South African doctors protest long shifts by wearing coloured wristbands

BMJ 2016; 355 doi: (Published 04 October 2016) Cite this as: BMJ 2016;355:i5338
  1. Pat Sidley
  1. Johannesburg

Doctors in South Africa are demonstrating against the dangers of working long hours by wearing different coloured wristbands according to the number of hours they have worked.

In the campaign, organised by the South African Medical Association and largely involving junior doctors, red wristbands were worn by doctors who had worked for more than 30 hours in one shift, orange by those who had worked between 24 and 30 hours, and green for those who had worked less than 24 hours.


Wristbands worn by South African doctors in the campaign against long shifts

Mark Sonderup, vice chair of the association, said that the campaign launched a week ago and would run until mid-October. It was sparked by the death of Ilne Markwat, a young doctor from Cape Town who died in a car crash on her way home after working a 30 hour shift and apparently falling asleep at the wheel.

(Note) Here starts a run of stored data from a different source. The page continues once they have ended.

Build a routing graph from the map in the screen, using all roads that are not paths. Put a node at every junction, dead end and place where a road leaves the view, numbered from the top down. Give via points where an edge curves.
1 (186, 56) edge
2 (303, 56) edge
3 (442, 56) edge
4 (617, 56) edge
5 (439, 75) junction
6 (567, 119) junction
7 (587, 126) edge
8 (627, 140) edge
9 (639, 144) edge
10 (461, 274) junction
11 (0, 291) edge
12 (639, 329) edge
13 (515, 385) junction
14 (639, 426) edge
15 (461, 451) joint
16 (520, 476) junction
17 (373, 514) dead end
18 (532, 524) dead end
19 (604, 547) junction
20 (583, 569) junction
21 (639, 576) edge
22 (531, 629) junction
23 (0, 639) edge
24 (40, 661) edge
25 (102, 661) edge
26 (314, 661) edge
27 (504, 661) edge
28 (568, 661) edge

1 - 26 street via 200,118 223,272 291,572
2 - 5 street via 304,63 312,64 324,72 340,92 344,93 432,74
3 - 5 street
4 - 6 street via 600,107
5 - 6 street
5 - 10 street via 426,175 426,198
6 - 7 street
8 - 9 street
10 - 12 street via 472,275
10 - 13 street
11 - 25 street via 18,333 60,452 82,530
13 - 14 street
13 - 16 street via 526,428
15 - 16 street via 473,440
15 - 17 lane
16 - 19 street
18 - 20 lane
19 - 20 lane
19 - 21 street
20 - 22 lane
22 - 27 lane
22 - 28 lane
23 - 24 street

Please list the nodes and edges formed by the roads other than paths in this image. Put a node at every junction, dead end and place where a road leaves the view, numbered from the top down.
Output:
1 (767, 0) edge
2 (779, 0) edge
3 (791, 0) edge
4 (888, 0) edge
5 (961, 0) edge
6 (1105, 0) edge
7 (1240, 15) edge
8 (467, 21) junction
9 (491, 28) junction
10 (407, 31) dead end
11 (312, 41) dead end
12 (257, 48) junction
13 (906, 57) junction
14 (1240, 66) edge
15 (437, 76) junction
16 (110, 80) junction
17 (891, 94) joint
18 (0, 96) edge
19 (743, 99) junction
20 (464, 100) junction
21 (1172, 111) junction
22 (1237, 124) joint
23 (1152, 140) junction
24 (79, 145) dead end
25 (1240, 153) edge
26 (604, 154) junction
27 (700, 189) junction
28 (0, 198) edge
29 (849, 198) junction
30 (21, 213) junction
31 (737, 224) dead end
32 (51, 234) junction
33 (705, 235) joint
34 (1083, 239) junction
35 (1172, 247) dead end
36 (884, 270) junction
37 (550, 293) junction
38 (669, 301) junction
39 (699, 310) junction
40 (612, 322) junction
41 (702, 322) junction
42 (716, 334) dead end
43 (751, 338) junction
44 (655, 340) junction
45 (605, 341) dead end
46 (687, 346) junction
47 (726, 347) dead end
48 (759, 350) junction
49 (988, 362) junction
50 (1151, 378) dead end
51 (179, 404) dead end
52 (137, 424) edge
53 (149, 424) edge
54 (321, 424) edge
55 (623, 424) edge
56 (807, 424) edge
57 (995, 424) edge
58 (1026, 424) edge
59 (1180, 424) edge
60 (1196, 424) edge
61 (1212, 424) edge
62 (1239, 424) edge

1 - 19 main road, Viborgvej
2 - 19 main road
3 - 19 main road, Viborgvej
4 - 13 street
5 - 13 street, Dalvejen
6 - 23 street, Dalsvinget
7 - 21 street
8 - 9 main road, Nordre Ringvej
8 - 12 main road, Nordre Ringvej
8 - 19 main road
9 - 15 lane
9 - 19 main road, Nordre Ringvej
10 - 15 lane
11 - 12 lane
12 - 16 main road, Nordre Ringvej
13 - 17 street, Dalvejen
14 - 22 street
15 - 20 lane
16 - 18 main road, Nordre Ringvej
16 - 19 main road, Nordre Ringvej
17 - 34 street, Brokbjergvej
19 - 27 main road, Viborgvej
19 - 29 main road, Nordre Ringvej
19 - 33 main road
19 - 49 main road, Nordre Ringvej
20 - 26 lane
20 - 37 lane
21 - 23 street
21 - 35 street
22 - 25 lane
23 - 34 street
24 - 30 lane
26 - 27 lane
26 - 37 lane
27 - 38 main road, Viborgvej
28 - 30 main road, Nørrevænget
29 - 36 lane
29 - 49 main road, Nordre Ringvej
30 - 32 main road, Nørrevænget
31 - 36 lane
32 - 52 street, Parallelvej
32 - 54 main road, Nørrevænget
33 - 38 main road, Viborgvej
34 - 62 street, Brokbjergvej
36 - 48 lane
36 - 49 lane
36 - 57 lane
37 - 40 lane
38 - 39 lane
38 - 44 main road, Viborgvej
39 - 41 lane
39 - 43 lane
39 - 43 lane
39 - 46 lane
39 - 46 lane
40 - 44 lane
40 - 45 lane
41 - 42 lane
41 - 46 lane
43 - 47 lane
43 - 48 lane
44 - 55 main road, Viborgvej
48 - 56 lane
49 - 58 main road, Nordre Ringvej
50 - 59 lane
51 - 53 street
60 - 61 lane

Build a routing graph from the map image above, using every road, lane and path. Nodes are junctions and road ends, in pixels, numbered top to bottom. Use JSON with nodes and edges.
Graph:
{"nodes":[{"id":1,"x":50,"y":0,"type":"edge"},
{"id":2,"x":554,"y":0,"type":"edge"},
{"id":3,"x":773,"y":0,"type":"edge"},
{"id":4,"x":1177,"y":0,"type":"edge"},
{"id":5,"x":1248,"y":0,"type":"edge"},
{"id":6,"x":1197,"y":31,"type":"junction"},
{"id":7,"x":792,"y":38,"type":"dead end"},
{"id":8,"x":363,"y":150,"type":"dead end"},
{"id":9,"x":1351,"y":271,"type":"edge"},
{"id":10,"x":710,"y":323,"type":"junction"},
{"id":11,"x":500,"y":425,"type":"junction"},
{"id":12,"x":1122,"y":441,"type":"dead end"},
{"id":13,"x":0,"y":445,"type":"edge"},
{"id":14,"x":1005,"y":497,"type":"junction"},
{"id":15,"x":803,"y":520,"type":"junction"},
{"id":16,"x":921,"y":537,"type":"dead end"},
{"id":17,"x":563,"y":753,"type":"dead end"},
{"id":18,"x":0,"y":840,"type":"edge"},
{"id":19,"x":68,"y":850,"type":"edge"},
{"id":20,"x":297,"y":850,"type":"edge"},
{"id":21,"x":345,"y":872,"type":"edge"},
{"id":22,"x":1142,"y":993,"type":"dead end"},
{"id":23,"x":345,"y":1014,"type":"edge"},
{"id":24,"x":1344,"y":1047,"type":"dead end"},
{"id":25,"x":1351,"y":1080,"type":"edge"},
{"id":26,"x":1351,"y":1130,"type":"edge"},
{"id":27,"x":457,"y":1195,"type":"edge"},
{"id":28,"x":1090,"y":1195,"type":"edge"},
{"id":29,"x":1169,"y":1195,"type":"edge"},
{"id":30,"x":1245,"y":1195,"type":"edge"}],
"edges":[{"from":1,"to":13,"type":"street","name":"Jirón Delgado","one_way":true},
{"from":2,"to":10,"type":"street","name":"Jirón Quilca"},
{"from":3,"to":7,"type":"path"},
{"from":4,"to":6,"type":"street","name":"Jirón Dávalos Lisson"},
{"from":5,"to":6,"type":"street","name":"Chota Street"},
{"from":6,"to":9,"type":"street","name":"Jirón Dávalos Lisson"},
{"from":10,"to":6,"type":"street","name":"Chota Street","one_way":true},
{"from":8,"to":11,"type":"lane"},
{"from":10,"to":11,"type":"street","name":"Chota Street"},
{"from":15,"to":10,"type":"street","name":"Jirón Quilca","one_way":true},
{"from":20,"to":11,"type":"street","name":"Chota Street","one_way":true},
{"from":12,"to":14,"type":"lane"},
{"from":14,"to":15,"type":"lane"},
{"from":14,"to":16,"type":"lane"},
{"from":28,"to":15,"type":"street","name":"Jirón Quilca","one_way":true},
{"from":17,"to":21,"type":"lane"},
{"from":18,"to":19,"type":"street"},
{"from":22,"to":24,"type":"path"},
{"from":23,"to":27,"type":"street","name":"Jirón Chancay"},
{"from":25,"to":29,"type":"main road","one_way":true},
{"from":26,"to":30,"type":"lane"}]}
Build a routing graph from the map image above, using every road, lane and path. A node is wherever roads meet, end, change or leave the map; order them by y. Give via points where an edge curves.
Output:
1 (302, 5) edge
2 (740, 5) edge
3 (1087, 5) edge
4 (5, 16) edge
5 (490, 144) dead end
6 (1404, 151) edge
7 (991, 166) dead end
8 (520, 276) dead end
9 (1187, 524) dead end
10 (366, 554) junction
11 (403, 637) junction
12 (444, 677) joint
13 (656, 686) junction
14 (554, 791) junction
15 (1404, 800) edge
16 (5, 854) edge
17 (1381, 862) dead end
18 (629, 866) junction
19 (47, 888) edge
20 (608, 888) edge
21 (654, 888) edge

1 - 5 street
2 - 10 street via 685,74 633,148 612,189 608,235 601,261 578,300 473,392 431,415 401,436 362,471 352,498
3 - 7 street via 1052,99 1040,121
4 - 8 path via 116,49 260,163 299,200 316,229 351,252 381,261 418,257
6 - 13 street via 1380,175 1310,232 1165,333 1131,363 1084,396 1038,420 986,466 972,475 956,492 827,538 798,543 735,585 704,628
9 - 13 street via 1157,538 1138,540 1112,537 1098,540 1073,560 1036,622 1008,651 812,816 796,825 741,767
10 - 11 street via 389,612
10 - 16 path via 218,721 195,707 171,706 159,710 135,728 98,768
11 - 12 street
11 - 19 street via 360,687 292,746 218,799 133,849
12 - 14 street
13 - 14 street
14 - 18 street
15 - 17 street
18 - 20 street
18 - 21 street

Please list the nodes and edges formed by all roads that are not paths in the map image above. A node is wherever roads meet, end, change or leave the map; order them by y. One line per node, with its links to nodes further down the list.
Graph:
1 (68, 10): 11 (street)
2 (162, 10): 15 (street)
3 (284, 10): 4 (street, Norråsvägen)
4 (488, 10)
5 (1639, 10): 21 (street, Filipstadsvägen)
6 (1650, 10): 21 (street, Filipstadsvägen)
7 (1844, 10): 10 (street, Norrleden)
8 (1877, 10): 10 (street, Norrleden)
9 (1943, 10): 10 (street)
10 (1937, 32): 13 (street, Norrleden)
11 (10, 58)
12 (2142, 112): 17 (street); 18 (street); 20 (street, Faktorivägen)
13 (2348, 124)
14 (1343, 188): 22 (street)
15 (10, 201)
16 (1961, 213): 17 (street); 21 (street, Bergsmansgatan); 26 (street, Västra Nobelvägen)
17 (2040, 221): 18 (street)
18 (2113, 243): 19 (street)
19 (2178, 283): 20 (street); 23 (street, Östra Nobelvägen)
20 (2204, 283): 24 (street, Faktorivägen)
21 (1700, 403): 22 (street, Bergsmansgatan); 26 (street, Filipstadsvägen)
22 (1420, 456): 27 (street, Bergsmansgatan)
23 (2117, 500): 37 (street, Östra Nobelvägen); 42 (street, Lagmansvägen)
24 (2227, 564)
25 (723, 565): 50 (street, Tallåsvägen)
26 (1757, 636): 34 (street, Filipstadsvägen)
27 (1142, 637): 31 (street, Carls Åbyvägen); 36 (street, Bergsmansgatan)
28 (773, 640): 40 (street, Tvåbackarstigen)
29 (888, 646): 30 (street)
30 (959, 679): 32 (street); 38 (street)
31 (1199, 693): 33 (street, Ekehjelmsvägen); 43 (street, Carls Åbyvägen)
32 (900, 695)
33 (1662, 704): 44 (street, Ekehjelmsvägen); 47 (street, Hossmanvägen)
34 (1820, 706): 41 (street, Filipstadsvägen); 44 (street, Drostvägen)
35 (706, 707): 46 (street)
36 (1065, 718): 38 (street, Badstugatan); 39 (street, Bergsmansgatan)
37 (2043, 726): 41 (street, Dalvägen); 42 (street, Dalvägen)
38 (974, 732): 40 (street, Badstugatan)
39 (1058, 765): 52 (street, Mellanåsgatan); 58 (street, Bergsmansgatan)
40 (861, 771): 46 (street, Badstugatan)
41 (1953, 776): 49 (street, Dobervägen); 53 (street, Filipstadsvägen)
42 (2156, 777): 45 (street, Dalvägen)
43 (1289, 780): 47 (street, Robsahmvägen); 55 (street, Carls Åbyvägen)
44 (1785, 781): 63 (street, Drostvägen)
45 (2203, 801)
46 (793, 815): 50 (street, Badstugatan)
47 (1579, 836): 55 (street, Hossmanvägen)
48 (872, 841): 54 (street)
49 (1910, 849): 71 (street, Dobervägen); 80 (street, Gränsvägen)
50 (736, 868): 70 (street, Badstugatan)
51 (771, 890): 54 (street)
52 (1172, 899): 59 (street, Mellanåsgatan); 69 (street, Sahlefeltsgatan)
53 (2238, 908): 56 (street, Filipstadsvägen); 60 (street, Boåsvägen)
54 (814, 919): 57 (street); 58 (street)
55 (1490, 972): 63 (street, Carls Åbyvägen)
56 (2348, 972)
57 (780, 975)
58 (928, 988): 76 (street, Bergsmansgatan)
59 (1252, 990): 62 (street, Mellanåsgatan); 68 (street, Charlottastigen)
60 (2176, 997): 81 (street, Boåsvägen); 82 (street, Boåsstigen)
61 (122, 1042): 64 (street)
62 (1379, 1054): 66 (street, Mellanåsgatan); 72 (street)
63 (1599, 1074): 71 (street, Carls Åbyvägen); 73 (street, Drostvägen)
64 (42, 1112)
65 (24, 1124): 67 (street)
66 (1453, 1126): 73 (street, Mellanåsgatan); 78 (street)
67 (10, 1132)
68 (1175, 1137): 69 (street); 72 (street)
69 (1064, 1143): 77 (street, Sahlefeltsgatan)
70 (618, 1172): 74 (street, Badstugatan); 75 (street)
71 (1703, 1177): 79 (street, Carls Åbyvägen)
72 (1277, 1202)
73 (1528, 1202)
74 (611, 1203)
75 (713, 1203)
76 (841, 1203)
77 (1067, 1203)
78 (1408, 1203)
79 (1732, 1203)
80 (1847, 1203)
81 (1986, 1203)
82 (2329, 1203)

Sonderup said, “It is intended to raise awareness of the situation.” The campaign has so far had 182 000 “likes” on Facebook and Twitter, he noted.

Sonderup hoped that the campaign would trigger a much needed overhaul of the health service in South Africa. He said, “It’s the start of a long journey that involves the whole system: staffing, unfilled posts, and the burden of disease. It has been happening forever, but that does not mean it is OK.”

The national government has not responded to the protest, although the Western Cape government has said that from January doctors would not work shifts longer than 24 hours.